For a 64x64 module, I would expect that it should probably be possible to supply the module with a new frame's worth of data on every scan cycle; if you're interested in controlling or at least knowing exactly when things are displayed, however, you'll have to check the data sheets of any specific modules you're considering to see what sort of control you can get. I wouldn't say that modules "typically" give any control, but some might let you program a frame rate or scanning pattern that would fit your needs even if you have to do some trickery to achieve such behavior (e.g. if the module scans one line every 100us, allows a programmable number of scan lines, and counts scan lines with a down-counter that's reloaded when it hits zero, and if one wanted a frame rate of exactly 125Hz, one could have the scan-line count register programmed with a value of 81 for 7.809ms and a value of 80 for 101us. The timing on the module would then drift until the start of frame coincided with the time when the screen was programmed for 80 lines.
Best Answer
A suggested approach to updating a 1200 x 800 pixel display at 1000 fps, would be to break up the display into a matrix of lower resolution OLED panels, ideally OLEDs with so-called "edge-to-edge active display". For instance, a 2 x 2 matrix of 640 x 480 OLED panels would provide a bit more than the specified resolution. However, these sub- panels selected must themselves allow refresh rates of 1000 frames per second, as well.

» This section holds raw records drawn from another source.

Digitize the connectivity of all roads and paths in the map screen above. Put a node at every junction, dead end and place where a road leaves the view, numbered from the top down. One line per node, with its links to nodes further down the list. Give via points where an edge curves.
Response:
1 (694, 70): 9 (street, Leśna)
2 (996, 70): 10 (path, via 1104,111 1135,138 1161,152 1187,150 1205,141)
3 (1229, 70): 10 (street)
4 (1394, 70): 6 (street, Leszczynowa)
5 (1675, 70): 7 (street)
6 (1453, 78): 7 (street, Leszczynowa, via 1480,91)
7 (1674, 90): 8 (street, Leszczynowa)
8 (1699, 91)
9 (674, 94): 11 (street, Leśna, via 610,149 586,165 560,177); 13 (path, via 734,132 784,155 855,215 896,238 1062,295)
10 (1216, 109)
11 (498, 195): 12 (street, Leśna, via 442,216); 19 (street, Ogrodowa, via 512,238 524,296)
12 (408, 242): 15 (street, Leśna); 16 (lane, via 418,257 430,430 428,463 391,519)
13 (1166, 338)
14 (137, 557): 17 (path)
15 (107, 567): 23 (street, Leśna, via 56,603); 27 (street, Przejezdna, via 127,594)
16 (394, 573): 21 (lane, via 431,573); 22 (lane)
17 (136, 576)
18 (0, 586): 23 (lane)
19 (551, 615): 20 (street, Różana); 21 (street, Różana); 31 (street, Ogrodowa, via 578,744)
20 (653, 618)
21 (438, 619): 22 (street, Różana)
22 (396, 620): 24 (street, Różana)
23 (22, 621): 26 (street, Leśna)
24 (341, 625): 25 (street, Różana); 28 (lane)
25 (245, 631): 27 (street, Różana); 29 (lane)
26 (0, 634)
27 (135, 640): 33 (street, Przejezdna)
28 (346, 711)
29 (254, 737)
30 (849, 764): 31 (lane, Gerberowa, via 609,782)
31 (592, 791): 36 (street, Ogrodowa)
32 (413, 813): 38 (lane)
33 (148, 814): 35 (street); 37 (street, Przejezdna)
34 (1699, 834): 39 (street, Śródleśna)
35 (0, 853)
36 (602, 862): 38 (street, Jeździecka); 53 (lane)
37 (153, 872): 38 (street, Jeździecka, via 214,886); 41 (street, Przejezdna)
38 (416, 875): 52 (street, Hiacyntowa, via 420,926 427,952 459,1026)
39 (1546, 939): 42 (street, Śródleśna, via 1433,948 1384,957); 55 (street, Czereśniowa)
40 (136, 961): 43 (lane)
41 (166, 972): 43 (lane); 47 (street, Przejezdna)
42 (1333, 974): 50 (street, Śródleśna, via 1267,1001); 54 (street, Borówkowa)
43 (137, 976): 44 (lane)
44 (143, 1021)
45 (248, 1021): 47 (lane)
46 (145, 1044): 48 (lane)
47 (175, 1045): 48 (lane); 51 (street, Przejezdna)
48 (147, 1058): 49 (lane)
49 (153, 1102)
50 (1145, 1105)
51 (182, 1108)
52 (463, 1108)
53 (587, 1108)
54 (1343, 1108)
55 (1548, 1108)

Each panel needs to be controlled through a separate signal channel. Depending on the capability versus price of the FPGA chosen, a single FPGA may be used to drive one or more of the panels.
This is similar to the way ultra-large displays are created for stage performance backdrops, for instance, using a matrix of standard large screen HD LCD or LED televisions. Each TV is typically driven off a separate video source. Allowance is made for bezel distances, cropping off an appropriate amount of the image at each edge of each TV.
As the application itself is not described in the question, an assumption is that a somewhat contiguous display is required. Unfortunately, using separate panels will not provide contiguous display area, as the connections to each OLED panel in the matrix have to come out somewhere. Thus, bezel-like gaps will need to exist between panels, similar to the matrix-of-TVs approach mentioned.
If this is unacceptable, the alternative is to select an OLED panel of the desired resolution, that brings out individual signal rows and columns to a connector and allows these to be driven in definable banks. Typical OLED panels with Chip-on-Glass (COG) controllers will not work this way, raw OLED panels will need to be sourced.
Individual banks of OLED rows / columns would then be controlled via separate channels and conceivably separate controllers, to achieve the desired end-result display.